### Exercise requirements
Look through the entries for the string "Give" and copy every line where it shows up.

### Task material
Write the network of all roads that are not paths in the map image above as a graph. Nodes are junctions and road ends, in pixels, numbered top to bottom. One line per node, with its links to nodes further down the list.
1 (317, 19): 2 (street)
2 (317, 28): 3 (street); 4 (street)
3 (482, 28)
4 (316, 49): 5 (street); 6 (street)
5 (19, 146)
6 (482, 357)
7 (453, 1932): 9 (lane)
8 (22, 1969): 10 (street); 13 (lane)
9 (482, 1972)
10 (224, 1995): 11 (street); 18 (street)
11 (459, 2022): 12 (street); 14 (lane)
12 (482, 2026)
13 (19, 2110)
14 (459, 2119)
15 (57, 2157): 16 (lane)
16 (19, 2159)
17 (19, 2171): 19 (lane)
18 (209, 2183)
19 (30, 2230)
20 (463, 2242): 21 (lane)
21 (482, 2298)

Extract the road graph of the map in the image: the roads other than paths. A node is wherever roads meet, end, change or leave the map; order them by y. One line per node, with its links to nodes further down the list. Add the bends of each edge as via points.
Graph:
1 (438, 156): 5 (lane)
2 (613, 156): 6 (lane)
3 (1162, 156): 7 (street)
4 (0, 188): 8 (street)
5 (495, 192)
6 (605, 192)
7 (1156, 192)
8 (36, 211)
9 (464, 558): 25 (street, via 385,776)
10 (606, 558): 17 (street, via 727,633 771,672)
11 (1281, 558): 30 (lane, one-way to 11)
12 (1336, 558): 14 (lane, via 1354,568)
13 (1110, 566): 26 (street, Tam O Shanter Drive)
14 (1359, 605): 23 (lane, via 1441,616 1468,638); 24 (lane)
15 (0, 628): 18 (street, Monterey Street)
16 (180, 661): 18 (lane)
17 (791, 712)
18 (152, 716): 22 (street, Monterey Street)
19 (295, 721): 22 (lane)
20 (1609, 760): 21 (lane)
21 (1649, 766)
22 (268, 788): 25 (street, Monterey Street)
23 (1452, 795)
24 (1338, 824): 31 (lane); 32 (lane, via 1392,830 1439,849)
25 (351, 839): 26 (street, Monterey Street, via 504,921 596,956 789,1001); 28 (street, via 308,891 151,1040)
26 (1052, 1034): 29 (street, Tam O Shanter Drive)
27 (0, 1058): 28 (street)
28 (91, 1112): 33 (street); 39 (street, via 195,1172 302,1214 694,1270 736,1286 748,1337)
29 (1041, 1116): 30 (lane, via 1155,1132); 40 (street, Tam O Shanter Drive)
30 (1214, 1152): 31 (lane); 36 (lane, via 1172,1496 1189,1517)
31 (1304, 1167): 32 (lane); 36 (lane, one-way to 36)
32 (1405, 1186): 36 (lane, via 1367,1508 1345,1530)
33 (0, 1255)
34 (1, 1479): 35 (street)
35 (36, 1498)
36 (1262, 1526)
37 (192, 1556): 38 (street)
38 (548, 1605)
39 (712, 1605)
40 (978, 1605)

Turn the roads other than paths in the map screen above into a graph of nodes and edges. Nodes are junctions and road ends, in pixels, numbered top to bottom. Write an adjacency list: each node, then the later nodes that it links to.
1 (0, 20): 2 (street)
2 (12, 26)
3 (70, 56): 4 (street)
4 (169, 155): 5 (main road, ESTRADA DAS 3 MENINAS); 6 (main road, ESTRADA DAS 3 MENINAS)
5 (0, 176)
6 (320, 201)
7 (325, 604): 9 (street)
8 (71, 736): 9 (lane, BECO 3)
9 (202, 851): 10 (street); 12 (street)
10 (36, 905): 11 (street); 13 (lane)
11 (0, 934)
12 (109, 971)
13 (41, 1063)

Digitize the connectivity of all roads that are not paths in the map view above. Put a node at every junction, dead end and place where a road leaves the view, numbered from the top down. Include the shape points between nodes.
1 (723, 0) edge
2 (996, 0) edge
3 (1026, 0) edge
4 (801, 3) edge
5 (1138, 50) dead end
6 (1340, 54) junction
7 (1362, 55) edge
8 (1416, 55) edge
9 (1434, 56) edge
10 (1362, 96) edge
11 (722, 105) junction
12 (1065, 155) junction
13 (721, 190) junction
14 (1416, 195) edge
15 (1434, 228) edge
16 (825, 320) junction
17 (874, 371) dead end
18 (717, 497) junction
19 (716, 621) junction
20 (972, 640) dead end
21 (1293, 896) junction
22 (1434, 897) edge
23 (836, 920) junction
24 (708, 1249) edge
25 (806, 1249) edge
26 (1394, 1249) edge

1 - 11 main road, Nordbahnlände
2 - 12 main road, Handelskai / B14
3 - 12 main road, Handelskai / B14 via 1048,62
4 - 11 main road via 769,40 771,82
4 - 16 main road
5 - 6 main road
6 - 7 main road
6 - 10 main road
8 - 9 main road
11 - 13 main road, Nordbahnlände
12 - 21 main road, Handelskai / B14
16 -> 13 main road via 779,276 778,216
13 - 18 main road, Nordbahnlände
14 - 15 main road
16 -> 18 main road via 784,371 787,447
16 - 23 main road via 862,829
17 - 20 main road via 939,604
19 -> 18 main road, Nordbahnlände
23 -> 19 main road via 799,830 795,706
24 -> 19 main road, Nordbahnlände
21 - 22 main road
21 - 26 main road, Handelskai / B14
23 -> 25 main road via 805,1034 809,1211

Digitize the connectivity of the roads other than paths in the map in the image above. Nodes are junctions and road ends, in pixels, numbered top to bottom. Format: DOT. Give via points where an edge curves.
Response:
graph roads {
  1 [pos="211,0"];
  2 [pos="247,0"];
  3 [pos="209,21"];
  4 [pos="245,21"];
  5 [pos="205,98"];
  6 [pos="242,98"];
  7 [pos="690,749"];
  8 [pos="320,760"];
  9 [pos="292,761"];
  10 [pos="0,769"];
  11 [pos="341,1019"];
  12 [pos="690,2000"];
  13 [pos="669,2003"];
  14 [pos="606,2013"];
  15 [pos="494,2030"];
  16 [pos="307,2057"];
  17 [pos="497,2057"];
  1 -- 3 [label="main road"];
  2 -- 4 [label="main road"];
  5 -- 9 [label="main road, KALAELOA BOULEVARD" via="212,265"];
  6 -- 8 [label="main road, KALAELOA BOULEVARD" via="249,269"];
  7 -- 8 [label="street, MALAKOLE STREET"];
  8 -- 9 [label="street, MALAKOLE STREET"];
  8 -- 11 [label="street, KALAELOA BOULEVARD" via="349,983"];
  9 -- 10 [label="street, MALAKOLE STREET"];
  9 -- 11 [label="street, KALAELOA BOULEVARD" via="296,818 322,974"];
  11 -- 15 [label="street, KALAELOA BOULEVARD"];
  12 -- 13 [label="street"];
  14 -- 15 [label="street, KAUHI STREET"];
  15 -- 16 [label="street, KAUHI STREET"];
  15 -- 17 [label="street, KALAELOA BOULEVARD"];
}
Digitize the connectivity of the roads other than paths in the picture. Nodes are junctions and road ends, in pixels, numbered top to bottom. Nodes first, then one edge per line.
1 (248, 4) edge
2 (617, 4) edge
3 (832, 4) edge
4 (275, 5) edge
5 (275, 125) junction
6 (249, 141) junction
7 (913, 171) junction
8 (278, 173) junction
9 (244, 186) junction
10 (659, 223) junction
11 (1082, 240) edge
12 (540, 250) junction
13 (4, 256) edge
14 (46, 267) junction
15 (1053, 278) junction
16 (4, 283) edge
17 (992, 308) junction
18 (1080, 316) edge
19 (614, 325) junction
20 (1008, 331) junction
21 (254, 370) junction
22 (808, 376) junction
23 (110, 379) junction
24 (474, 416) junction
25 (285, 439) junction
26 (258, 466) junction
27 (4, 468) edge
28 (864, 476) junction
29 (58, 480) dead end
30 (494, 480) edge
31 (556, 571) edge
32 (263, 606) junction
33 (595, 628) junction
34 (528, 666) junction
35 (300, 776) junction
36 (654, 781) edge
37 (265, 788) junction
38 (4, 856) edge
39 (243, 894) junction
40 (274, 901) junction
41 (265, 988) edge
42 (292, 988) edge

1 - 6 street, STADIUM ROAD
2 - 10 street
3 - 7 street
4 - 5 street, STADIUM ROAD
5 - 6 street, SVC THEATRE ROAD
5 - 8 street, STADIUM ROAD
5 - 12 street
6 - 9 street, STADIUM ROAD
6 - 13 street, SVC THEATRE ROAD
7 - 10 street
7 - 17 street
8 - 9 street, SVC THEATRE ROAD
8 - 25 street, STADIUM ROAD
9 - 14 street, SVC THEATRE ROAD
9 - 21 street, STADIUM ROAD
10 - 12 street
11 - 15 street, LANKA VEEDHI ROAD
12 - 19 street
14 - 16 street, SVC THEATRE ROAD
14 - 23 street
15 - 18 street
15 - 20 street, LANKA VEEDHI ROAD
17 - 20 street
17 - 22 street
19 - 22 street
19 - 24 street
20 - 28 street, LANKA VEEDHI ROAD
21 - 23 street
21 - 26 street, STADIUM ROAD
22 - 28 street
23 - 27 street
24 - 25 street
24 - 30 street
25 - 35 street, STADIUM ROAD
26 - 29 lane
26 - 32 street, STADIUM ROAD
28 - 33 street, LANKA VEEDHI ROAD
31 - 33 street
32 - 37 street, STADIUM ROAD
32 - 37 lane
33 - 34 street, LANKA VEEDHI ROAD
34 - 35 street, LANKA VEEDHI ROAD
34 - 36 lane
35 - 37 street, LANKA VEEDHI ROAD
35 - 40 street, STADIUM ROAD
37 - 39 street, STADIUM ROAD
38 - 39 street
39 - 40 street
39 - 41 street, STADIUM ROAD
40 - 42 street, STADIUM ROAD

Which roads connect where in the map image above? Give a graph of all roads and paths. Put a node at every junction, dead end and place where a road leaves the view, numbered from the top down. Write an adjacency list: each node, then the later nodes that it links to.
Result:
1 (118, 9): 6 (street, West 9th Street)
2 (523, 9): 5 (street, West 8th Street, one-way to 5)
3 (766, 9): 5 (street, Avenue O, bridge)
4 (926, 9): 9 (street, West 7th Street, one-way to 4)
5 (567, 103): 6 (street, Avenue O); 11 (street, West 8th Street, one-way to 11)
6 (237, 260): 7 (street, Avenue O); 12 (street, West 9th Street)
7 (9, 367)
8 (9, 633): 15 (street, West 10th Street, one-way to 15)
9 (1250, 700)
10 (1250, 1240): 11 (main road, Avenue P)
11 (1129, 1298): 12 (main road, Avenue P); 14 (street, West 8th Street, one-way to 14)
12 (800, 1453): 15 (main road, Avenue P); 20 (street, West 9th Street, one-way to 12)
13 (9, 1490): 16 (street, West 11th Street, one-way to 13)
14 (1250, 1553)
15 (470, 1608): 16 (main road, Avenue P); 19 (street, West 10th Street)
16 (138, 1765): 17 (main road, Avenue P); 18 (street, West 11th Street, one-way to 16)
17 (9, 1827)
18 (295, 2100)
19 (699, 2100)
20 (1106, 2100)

### Response to this exercise
Digitize the connectivity of the roads other than paths in the map in the image above. Nodes are junctions and road ends, in pixels, numbered top to bottom. Format: DOT. Give via points where an edge curves.
Which roads connect where in the map image above? Give a graph of all roads and paths. Put a node at every junction, dead end and place where a road leaves the view, numbered from the top down. Write an adjacency list: each node, then the later nodes that it links to.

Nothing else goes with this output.